What happens next is fascinating. When we turn to him with delight, recognizing that he blesses us beyond measure, he begins to reshape our understanding of our desire. We do not know what we really need, but God holds our heart's treasure in his hands. As we delight in Him, he is pleased to give us the thing we really wanted in the first place - more of Himself. To do this we must be willing to contend with our fear that once we turn to God with expectancy, we lose control of our ability to please ourselves. We are at God's mercy as we wait for Him, and we are left to decide whether to have faith or to have lust.

In review, lust is a perversion of how we handle goodness - we seek after things instead of the giver. When we do this we find that the things we covet are unable to satisfy us, driving us to seek more and more of it.
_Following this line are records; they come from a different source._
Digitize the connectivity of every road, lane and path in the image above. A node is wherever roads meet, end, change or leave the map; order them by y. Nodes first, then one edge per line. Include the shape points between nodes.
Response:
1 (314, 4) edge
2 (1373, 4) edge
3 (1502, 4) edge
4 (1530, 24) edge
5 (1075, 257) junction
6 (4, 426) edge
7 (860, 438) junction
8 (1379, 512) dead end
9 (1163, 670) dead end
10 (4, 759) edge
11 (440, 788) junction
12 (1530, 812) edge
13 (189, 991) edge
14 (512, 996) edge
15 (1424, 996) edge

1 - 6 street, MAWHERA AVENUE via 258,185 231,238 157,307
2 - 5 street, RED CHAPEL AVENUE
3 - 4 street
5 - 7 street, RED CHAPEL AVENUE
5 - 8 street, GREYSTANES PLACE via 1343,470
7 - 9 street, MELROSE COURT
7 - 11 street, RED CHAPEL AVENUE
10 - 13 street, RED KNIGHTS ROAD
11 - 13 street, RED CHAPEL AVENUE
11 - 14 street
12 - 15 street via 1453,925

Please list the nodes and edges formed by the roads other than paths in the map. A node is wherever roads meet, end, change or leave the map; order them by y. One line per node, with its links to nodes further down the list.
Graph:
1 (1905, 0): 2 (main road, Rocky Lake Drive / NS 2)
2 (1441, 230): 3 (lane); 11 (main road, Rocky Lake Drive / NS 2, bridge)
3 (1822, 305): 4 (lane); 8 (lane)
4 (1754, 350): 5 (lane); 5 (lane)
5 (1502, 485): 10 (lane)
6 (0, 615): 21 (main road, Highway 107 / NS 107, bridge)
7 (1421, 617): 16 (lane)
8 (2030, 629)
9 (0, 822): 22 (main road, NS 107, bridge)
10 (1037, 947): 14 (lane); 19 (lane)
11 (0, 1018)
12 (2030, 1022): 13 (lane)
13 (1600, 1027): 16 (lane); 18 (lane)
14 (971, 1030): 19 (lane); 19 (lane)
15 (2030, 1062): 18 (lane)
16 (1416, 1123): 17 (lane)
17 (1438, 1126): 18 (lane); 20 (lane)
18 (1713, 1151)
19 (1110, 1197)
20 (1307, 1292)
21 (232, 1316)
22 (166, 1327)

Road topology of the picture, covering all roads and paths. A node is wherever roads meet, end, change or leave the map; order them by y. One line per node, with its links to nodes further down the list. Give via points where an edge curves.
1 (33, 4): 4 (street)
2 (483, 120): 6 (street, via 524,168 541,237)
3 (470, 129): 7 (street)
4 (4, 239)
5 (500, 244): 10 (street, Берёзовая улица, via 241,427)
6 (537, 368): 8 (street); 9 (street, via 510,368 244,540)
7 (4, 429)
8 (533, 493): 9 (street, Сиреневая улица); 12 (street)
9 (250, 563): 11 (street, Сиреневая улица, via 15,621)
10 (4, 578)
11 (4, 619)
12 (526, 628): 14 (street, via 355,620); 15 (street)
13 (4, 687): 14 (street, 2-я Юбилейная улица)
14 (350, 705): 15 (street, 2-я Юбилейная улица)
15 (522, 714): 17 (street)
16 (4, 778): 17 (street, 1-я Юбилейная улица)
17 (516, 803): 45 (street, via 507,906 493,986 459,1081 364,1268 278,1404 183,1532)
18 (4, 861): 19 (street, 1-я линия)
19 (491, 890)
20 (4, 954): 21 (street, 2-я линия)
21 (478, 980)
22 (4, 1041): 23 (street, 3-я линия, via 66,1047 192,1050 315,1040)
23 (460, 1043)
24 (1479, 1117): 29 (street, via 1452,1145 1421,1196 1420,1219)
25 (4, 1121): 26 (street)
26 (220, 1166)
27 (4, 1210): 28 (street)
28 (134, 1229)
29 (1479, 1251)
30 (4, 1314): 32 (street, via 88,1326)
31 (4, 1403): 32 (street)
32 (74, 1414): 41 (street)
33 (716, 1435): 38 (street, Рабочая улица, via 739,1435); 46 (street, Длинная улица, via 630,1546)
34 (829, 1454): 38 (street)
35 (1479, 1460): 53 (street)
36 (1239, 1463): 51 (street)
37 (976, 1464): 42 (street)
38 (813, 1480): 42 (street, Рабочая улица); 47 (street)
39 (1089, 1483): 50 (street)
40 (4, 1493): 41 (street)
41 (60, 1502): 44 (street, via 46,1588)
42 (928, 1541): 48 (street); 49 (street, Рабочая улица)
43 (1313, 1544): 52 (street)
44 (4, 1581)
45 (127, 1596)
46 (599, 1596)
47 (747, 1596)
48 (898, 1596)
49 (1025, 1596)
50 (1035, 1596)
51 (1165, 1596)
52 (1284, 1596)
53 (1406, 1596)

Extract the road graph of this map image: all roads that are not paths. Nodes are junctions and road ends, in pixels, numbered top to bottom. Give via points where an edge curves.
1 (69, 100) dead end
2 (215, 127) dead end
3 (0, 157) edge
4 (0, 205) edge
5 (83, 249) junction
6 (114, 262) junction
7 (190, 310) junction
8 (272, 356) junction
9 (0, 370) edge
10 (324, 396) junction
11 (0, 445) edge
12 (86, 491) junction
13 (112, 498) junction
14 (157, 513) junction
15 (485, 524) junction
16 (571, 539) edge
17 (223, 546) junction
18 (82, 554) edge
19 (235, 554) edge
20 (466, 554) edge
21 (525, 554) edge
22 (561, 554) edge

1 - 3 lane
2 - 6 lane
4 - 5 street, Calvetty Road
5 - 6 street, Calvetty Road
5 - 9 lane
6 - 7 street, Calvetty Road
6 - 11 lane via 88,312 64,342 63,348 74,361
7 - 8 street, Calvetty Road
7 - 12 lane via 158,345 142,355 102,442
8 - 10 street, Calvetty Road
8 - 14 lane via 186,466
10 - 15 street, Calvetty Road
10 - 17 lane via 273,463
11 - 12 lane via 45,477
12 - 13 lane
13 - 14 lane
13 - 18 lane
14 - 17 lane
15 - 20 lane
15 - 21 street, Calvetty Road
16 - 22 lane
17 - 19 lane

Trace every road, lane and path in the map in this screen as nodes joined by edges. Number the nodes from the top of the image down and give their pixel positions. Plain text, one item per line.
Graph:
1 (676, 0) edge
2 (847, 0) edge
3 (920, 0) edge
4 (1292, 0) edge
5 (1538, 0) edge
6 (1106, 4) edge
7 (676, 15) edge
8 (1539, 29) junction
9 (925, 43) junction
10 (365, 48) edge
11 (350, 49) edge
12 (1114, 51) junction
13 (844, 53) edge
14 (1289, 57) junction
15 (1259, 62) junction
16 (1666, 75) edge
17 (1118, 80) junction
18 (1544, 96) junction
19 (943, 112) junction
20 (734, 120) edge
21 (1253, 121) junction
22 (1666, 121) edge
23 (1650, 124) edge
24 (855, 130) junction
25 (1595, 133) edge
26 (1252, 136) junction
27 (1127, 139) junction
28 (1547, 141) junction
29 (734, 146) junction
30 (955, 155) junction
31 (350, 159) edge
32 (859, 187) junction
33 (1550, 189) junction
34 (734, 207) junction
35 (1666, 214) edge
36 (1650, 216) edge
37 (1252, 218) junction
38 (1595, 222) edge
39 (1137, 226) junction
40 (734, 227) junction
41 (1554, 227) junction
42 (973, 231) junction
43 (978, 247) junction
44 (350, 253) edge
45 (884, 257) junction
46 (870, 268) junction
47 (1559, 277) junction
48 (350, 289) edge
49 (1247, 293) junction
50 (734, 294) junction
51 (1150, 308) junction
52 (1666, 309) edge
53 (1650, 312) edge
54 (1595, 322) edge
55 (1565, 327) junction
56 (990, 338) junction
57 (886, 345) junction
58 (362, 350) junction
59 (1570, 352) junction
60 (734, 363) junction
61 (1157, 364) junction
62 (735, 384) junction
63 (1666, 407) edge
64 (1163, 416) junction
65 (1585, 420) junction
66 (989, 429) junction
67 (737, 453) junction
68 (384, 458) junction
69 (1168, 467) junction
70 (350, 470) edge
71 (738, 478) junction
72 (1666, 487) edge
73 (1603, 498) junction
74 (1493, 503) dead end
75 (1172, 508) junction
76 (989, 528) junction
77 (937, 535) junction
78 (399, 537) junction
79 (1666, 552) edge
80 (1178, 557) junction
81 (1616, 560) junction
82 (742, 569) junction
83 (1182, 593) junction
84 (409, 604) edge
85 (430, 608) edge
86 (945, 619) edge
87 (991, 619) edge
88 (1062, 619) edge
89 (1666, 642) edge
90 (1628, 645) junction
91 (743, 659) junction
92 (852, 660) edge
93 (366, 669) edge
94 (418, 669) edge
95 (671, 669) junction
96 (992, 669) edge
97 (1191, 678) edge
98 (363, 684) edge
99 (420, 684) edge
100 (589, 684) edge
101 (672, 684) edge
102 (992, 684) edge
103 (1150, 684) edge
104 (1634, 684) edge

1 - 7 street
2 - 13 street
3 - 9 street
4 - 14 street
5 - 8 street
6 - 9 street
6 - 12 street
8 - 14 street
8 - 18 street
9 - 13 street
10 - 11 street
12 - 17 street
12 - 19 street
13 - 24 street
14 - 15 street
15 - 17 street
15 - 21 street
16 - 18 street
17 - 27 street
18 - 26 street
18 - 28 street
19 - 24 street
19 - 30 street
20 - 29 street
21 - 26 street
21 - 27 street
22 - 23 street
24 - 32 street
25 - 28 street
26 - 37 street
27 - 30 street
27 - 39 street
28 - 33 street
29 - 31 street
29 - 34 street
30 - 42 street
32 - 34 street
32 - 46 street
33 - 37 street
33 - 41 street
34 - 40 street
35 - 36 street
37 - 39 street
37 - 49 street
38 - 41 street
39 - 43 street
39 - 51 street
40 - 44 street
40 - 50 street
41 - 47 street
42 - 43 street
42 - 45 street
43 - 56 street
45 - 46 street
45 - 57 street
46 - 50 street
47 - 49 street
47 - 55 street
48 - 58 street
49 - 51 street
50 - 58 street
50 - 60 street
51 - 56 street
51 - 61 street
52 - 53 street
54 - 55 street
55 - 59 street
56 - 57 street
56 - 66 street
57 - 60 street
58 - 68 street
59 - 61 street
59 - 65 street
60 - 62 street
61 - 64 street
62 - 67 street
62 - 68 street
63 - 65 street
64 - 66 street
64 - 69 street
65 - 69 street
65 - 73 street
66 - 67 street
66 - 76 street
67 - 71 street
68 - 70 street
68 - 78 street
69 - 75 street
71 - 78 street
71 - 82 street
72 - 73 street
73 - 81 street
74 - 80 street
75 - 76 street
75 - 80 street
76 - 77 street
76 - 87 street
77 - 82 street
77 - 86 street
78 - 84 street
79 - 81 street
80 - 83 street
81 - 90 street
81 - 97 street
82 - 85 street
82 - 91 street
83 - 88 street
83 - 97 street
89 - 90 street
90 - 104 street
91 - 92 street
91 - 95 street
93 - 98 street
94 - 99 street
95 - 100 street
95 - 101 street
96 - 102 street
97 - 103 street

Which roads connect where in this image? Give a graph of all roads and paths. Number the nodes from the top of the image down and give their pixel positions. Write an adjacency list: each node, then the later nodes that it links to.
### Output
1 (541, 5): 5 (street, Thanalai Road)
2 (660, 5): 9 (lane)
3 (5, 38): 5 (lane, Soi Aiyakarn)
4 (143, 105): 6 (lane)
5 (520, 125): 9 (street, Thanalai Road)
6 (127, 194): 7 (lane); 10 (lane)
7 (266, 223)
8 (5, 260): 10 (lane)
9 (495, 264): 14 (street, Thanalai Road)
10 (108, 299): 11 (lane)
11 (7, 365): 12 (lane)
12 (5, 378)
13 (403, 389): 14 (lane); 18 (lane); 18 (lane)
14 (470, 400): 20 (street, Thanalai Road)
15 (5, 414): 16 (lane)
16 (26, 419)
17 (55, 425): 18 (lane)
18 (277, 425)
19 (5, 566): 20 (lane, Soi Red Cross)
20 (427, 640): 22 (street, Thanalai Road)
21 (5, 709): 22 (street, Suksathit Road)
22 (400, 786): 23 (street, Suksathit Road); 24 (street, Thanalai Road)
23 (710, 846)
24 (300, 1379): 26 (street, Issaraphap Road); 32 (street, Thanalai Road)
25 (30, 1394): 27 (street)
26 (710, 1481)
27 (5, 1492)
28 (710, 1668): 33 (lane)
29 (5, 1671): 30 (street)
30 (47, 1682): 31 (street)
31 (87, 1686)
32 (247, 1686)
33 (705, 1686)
Lust refuses to say that God is good until it gets what it wants on lust's terms. Lust sabotages our desires because it excludes God and seeks to find goodness on its own. What it doesn't realize is that it was the intimacy of God that made the experience good to begin with. To get back to living joyfully, we must repent of our wrongdoing and begin to seek to experience intimacy with God. As we do this, He in turn takes charge of our longings, giving us the desires of our heart as we brim with gratitude not in the thing itself - but in the Father's delight in us.

Day 65 Application

Who is responsible for your sin?

How can you reorient your life so that fulfillment isn't based on meeting your desires, but on desiring God (who will ultimately give us the things we were created to long for)?

If someone you know were to be struggling with lust, what might you ask in regards to their relationship with God? What would be important for them to consider?

How does our conceptualization of our sexual purity influence our perception to be a light unto others? With that being understood, what do you need to remember in regards to sexual purity?